Part of the reason I’ve not been fixing bugs as quickly as I can is because I’ve been working incredibly hard on a new design for the site.
If you follow @opentraintimes on Twitter, you will have noticed a rather stylish red set of tracks. They’re part of a new logo for the site, which – if you’re looking at the blog site itself – is at the top of the page.
I’m hoping to launch the new design in the next couple of weeks. It’s not as simple as slapping a logo on and saying “Job done!” – if it were that easy, I’d have done it a month ago when the designer came back to me with the logo.
It’s been a couple of months now, and we’re not any closer to having a formal policy on showing freight times on the site.
Network Rail is a huge organisation, and those sized companies tend to operate at glacial speeds for many things strategic and non-operational.
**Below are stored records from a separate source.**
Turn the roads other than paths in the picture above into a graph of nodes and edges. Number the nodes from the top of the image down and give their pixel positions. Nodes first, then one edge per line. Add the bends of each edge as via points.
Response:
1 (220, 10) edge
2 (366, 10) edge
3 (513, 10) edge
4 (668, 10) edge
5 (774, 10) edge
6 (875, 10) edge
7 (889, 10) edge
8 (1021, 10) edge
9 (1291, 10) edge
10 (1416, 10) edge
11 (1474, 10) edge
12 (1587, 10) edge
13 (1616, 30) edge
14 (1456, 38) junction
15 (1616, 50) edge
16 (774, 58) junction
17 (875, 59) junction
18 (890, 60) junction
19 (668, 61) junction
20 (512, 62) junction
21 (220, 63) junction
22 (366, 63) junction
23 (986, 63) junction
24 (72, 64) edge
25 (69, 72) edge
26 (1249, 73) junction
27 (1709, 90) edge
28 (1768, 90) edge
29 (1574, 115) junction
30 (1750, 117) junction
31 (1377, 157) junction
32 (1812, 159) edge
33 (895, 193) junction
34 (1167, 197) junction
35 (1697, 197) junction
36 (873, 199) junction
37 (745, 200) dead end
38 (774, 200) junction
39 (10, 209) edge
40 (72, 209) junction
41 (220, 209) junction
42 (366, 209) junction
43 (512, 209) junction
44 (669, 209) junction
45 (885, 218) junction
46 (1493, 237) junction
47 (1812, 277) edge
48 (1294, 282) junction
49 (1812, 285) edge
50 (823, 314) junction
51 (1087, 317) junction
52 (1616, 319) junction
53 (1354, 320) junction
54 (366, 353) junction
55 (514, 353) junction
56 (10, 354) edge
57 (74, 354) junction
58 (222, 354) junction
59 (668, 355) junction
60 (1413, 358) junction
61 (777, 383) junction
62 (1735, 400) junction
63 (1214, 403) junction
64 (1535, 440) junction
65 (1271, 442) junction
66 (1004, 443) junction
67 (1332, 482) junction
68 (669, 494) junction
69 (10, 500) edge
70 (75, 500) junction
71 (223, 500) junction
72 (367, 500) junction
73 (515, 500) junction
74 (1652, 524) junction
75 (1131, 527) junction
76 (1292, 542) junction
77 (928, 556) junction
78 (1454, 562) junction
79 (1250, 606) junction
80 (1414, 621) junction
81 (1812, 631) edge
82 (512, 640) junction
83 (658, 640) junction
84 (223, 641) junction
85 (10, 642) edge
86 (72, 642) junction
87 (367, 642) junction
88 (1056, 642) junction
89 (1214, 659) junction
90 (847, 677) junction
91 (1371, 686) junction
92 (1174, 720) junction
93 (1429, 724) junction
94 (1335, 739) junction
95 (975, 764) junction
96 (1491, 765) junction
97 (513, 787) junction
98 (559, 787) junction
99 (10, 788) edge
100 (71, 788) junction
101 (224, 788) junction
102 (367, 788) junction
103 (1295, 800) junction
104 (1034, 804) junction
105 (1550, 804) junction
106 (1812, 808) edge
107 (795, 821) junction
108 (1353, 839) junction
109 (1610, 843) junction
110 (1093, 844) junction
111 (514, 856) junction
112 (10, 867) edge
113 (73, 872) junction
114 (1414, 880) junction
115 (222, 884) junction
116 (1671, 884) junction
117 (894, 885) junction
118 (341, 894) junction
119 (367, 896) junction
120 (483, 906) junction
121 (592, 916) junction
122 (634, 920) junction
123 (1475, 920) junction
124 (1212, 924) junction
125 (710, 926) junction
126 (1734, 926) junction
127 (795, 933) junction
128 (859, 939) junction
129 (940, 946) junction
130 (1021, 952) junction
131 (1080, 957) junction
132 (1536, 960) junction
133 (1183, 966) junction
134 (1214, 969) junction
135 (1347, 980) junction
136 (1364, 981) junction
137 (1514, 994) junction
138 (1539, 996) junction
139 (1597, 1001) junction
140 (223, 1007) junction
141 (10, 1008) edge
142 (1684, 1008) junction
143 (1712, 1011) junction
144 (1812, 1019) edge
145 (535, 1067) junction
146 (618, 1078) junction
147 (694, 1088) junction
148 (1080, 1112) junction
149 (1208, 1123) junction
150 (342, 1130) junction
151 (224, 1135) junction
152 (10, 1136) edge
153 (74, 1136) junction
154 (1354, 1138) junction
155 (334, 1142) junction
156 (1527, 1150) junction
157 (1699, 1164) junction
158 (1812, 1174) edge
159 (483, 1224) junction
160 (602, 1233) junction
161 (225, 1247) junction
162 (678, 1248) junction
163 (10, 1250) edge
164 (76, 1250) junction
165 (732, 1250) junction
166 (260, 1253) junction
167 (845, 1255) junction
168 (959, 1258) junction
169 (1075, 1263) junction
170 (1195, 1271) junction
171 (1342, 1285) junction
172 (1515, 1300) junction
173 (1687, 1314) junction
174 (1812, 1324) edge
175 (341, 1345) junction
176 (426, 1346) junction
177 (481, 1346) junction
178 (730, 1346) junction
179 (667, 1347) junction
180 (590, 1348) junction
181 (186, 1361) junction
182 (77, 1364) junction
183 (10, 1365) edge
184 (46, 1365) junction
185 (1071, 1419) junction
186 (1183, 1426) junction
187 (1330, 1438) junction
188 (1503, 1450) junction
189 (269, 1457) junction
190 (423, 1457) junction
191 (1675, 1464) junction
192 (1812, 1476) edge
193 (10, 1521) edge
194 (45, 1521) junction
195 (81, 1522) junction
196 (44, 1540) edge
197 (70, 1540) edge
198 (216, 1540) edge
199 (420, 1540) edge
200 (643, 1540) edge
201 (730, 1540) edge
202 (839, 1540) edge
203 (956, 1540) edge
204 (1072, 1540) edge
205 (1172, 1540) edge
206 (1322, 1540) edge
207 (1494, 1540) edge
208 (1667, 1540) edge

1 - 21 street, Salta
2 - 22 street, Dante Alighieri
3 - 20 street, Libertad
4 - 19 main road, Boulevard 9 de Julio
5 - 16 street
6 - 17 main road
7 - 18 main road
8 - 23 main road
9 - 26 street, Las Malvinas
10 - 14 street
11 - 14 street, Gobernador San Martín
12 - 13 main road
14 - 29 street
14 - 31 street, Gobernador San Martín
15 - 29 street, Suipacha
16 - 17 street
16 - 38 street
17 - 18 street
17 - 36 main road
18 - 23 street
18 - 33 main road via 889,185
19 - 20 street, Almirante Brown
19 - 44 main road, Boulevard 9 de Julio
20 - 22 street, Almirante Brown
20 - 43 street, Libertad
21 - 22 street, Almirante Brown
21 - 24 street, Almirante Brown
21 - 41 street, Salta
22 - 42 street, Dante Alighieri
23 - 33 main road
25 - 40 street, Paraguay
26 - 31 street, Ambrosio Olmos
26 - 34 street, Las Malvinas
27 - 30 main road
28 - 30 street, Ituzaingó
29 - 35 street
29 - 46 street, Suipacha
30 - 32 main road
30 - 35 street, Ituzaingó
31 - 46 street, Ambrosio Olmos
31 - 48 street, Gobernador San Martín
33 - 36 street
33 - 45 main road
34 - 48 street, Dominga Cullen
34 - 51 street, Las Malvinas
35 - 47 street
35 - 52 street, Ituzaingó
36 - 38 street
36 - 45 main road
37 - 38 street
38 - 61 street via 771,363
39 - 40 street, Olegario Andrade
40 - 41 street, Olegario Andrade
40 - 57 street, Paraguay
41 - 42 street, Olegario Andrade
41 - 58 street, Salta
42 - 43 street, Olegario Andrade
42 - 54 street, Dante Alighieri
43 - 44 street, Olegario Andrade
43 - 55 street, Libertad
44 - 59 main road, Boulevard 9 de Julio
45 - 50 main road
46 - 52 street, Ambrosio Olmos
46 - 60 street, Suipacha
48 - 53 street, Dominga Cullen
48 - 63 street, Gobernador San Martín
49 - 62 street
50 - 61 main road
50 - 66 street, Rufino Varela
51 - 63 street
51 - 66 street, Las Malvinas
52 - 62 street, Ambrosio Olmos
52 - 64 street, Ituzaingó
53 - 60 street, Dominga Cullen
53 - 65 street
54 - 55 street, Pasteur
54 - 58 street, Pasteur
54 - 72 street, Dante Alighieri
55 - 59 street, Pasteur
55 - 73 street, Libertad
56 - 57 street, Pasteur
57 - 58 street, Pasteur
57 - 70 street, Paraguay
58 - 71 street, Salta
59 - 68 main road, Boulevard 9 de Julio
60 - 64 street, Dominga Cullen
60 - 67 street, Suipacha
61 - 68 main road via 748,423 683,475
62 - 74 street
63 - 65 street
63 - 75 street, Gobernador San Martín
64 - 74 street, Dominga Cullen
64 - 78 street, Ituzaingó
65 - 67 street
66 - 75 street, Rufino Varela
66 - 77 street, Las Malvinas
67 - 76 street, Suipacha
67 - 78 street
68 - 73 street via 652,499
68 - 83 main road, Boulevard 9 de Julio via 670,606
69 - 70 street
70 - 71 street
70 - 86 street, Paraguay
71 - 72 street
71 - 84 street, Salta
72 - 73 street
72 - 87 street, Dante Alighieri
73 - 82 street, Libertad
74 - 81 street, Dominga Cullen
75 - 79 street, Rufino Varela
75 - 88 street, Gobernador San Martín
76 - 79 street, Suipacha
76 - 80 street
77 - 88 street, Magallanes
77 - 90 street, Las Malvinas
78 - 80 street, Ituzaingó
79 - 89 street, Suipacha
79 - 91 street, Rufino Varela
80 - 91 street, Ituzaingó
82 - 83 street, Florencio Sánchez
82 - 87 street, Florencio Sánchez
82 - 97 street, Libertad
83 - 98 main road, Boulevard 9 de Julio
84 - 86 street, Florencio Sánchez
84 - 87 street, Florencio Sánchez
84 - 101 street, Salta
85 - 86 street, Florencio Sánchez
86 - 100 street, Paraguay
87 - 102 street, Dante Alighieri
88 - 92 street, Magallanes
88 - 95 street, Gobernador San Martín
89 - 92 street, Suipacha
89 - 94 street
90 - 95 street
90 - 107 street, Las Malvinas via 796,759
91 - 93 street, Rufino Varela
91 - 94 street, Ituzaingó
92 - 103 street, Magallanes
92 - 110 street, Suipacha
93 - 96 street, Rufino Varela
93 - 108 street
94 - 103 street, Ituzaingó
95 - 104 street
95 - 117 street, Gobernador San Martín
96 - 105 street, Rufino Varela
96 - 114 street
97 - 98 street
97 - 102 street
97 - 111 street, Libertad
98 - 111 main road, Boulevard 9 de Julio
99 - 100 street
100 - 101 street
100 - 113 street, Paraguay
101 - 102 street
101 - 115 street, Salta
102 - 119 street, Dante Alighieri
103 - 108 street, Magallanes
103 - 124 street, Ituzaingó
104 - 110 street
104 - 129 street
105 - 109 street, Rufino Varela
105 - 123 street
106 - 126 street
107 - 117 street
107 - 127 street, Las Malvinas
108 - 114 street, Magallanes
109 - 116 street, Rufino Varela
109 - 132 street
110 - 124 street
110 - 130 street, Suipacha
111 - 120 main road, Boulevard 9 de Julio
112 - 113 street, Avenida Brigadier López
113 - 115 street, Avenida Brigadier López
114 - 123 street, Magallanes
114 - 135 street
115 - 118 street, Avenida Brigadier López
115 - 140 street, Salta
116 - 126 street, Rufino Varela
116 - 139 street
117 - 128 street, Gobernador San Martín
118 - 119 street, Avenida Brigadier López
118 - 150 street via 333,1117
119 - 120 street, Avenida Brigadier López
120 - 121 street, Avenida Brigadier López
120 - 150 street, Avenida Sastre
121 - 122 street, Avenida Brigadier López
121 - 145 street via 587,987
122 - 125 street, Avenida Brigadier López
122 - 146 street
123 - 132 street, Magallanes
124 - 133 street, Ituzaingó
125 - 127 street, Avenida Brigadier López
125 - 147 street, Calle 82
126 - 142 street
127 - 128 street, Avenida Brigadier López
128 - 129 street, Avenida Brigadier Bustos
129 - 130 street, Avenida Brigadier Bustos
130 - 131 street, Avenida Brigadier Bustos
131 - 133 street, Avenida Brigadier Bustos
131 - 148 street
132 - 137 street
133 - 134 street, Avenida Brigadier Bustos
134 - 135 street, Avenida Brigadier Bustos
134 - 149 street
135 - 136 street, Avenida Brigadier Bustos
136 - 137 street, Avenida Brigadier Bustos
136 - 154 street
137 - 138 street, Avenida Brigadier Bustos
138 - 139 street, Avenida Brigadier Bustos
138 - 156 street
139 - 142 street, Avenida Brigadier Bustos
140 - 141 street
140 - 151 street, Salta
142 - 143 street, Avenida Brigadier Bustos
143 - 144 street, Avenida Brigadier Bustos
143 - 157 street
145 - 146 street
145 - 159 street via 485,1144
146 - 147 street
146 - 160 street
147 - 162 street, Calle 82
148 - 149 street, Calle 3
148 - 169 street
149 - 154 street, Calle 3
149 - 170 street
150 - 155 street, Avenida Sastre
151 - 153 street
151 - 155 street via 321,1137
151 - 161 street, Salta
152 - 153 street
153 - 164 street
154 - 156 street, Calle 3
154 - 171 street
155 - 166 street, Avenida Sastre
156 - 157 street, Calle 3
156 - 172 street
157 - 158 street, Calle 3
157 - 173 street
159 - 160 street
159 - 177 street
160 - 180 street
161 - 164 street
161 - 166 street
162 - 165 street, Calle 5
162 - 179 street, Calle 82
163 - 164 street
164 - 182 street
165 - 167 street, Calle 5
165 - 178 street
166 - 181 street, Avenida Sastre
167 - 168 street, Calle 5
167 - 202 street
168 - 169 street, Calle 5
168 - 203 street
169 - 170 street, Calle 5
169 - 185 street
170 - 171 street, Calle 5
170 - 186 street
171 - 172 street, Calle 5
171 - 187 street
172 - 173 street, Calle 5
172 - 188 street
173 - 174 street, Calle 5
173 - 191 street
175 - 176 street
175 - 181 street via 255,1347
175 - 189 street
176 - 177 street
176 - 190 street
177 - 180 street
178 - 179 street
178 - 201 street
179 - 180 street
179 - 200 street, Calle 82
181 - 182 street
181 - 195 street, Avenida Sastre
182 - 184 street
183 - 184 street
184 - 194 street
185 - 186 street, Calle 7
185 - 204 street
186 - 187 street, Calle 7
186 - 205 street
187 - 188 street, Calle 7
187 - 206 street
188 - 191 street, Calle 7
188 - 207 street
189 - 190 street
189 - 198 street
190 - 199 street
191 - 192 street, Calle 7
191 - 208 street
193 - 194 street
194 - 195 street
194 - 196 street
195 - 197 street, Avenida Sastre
Given that I don’t believe anyone else has said “What’s the policy with showing freight timings on a public website?” to them before, they unsurprisingly don’t have the answers yet.
Having thought long and hard about the situation, putting freight data back on the site may provoke a negative response from everyone involved in the discussions at Network Rail and FOCs. The outcome of that will likely be a “No”, and we all lose out – all for the sake of some ‘gen’.
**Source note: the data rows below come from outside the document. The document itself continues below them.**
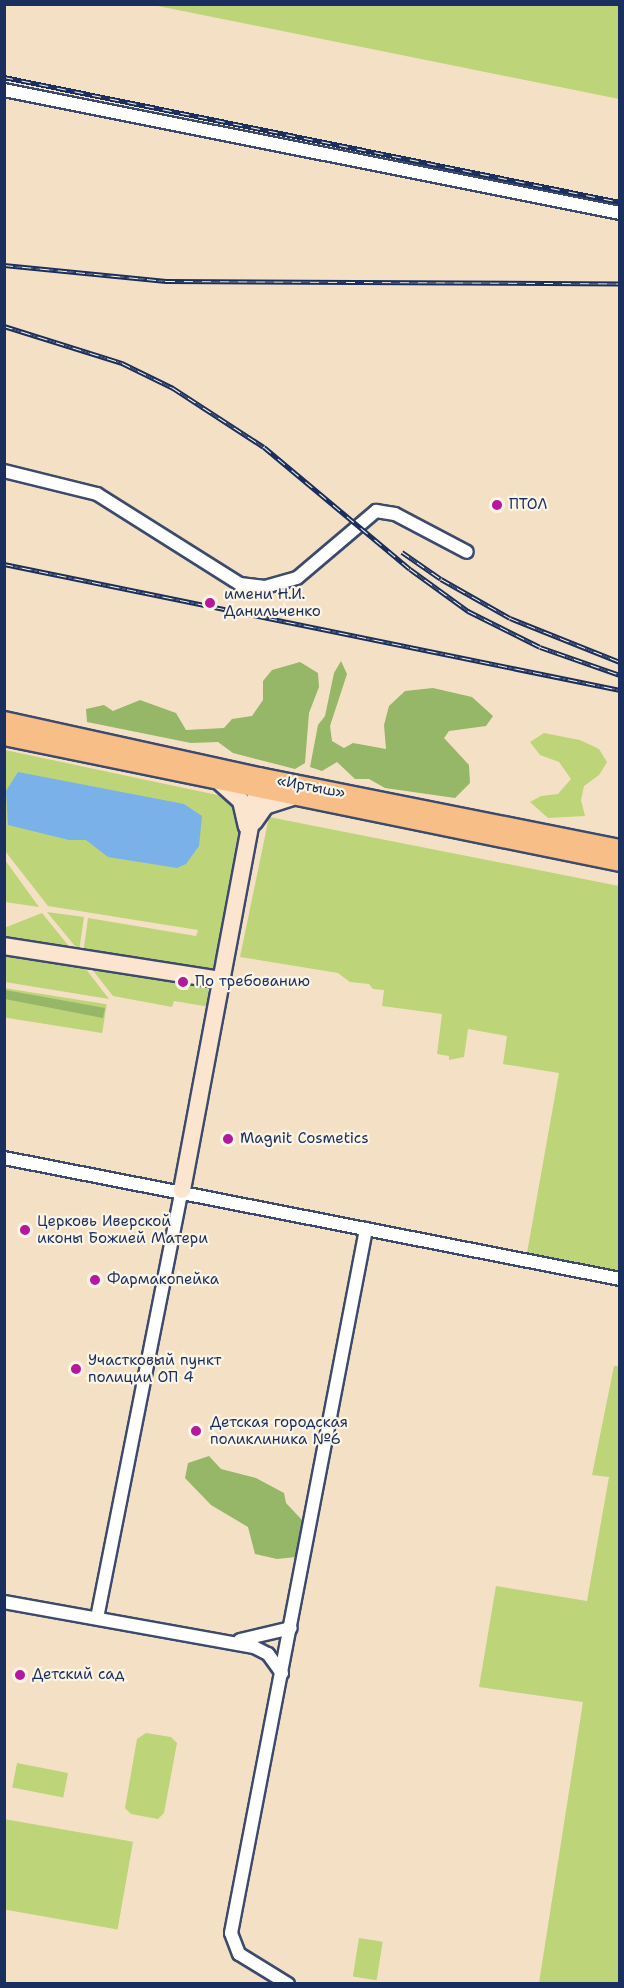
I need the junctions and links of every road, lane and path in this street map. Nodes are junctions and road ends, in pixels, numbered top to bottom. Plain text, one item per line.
1 (4, 90) edge
2 (620, 213) edge
3 (4, 471) edge
4 (467, 552) dead end
5 (4, 721) edge
6 (4, 736) edge
7 (221, 783) junction
8 (258, 783) junction
9 (292, 797) junction
10 (248, 833) junction
11 (620, 849) edge
12 (620, 862) edge
13 (4, 946) edge
14 (220, 980) junction
15 (4, 1158) edge
16 (182, 1190) junction
17 (366, 1229) junction
18 (620, 1279) edge
19 (4, 1602) edge
20 (97, 1618) junction
21 (291, 1628) junction
22 (231, 1641) junction
23 (282, 1673) junction
24 (288, 1983) edge

1 - 2 street
3 - 4 street
5 - 8 main road, «Иртыш»
6 - 7 main road, «Иртыш»
7 - 8 main road, «Иртыш»
7 - 10 street
8 - 9 main road, «Иртыш»
8 - 10 street
8 - 11 main road, «Иртыш»
9 - 10 street
9 - 12 main road, «Иртыш»
10 - 14 street
13 - 14 street
14 - 16 street
15 - 16 street
16 - 17 street
16 - 20 street
17 - 18 street
17 - 21 street
19 - 20 street
20 - 22 street
21 - 22 street
21 - 23 street
22 - 23 street
23 - 24 street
I’ve decided to try a different tactic to get this issue resolved and the situation made clear. I’m in the process of contacting the FOCs concerned to ask what their policy is, and agreeing which schedules they’re happy to have on public display, and which ones they’d rather not be on display. The benefits of this are clear – neutral, fair access to freight schedules for everyone, not just “gen masters”.
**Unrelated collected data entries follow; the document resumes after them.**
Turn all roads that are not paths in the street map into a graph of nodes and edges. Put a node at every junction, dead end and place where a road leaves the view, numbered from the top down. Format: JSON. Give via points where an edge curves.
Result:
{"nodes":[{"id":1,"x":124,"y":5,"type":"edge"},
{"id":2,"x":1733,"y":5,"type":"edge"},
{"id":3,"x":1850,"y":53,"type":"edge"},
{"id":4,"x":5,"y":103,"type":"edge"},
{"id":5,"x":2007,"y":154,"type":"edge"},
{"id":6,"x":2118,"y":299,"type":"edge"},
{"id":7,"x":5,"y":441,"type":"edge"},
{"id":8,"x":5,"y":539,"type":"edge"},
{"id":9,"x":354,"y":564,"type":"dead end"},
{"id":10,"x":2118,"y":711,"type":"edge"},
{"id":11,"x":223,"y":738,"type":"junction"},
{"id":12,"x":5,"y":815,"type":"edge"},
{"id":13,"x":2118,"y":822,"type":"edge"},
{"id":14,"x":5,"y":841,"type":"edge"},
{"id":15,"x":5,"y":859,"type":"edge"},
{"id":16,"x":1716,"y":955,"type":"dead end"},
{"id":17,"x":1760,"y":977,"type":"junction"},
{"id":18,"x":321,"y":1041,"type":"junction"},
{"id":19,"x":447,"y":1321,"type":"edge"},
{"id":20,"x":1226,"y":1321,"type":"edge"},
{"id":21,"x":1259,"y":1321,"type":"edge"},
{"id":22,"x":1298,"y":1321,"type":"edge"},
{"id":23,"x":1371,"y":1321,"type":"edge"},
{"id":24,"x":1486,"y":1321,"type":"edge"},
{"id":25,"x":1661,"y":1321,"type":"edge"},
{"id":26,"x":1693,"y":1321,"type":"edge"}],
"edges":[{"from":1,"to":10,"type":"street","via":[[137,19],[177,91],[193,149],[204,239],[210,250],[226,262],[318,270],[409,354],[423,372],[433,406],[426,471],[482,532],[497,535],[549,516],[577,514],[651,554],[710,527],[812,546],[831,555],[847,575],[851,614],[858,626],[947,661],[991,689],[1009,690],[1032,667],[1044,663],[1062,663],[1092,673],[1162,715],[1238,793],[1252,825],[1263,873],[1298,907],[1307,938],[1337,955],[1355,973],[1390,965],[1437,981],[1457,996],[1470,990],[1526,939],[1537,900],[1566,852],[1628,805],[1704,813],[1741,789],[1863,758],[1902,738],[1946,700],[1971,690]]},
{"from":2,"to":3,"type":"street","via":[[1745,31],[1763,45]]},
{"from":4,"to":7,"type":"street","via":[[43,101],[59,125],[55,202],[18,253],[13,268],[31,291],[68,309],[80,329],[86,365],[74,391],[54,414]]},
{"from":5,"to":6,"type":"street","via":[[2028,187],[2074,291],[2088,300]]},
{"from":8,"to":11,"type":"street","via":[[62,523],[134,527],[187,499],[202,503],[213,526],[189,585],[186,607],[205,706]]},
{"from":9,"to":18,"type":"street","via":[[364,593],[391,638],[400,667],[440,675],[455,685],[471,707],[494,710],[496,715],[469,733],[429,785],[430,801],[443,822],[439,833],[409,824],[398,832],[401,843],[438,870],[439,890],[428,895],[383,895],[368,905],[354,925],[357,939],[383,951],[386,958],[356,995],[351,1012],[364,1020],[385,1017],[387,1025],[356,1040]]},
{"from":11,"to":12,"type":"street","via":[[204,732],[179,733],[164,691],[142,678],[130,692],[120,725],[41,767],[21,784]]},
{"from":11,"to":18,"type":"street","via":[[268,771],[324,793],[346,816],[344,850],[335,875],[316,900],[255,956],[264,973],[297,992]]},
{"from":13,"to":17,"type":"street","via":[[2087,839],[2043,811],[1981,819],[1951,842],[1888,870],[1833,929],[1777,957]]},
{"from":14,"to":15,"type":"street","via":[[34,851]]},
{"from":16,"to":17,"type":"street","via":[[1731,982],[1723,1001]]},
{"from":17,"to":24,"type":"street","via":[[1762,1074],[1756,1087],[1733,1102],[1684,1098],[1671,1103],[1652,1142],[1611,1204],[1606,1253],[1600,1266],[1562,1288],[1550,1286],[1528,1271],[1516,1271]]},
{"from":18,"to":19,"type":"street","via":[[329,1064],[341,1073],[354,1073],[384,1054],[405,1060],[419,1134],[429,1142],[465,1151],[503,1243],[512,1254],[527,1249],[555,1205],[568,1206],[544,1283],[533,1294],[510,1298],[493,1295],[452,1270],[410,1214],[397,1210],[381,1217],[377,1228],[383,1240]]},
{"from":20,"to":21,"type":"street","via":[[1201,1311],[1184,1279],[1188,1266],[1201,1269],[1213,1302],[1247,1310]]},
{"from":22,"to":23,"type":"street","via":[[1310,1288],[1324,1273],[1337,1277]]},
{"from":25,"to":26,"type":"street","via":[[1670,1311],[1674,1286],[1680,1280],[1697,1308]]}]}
I’m pleased to say that Tom Cairns (of traintimes.im) has joined me in keeping freight off his site until we can find out what the official state of play is.
Thank you to everyone who has emailed in with words of support, particularly those people who have offered to help. There are lots of people who are upset, maybe even angry about where we are now. Remember that we are in a new era of transparency and accountability, and that the rules of engagement are still being formed.